Trade deals signed by ministers must not involve a “race to the bottom” that undermines British food standards and threatens farm businesses, the government has been told.
Top government adviser Tim Smith fired the warning just days before his Trade and Agriculture Commission (TAC) releases its long-awaited report on its first recommendations to government on global trade in agri-food commodities.
“We need a UK policy that creates a fair, safe food and farming system for everyone,” insisted TAC chairman Mr Smith, a former head of the Food Standards Agency and Tesco director.
“I’ve said it before and I’ll keep saying it: there should be no race to the bottom, no backsliding, no turning back the clock on standards.”
It had taken the country decades to achieve its high animal welfare and environmental standards and they must be maintained, said Mr Smith, speaking at this week’s NFU Live online annual conference.
The commission’s report will focus on these key areas:
- Secure opportunities for UK farmers while ensuring the sector remains competitive.
- Ensure animal welfare and environmental standards in food protection are not undermined (by trade deals).
- Develop a trade policy that identifies export trade opportunities for the food and farming sector, especially for smaller businesses.
- Influence global policy at the World Trade Organization and other international bodies.
Farmers remain concerned that their businesses may be undermined by future trade deals if food produced with lower costs and standards is allowed to enter the marketplace.
Mr Smith said the clear message from more than 300 stakeholders, however, was that “they were determined to uphold the highest standards and values in farming and food production”.
Angus MacNeil MP, who chairs the International Trade Committee of MPs, said he believed the UK would not strike a deal with the US to allow imports of chlorinated chicken.

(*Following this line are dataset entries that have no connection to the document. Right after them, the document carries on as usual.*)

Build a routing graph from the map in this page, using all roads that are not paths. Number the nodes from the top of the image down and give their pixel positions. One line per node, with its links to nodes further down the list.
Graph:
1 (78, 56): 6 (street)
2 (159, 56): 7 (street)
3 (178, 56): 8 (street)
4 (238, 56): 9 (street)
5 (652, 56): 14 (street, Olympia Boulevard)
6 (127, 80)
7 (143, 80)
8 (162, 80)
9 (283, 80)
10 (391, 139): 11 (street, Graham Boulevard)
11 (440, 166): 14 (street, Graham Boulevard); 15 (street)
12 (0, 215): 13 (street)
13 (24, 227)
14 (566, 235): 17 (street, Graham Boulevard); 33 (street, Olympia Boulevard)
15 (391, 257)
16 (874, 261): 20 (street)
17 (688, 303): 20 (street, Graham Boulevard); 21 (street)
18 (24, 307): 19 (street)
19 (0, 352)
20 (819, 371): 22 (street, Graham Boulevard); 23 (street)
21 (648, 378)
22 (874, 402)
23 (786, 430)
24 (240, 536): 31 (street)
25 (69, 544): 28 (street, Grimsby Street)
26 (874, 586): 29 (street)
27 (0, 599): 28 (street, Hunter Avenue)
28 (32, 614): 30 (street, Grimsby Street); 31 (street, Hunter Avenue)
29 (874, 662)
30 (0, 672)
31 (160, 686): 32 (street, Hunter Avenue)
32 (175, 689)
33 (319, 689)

“I don’t think chlorinated chicken will get to the UK. But every other chicken will,” said SNP’s Mr MacNeil, who also runs a croft in the Outer Hebrides.
In a recorded video message for the conference, prime minister Boris Johnson pledged: “In all our trade deals, we won’t compromise on our high environmental, animal welfare and food production standards.”
International trade secretary Liz Truss reiterated that she would “never sign a trade deal that is bad for British farming”.
The TAC, which was set up in July, has been given a statutory remit to scrutinise agri-food trade deals, but critics fear the government could overlook its recommendations.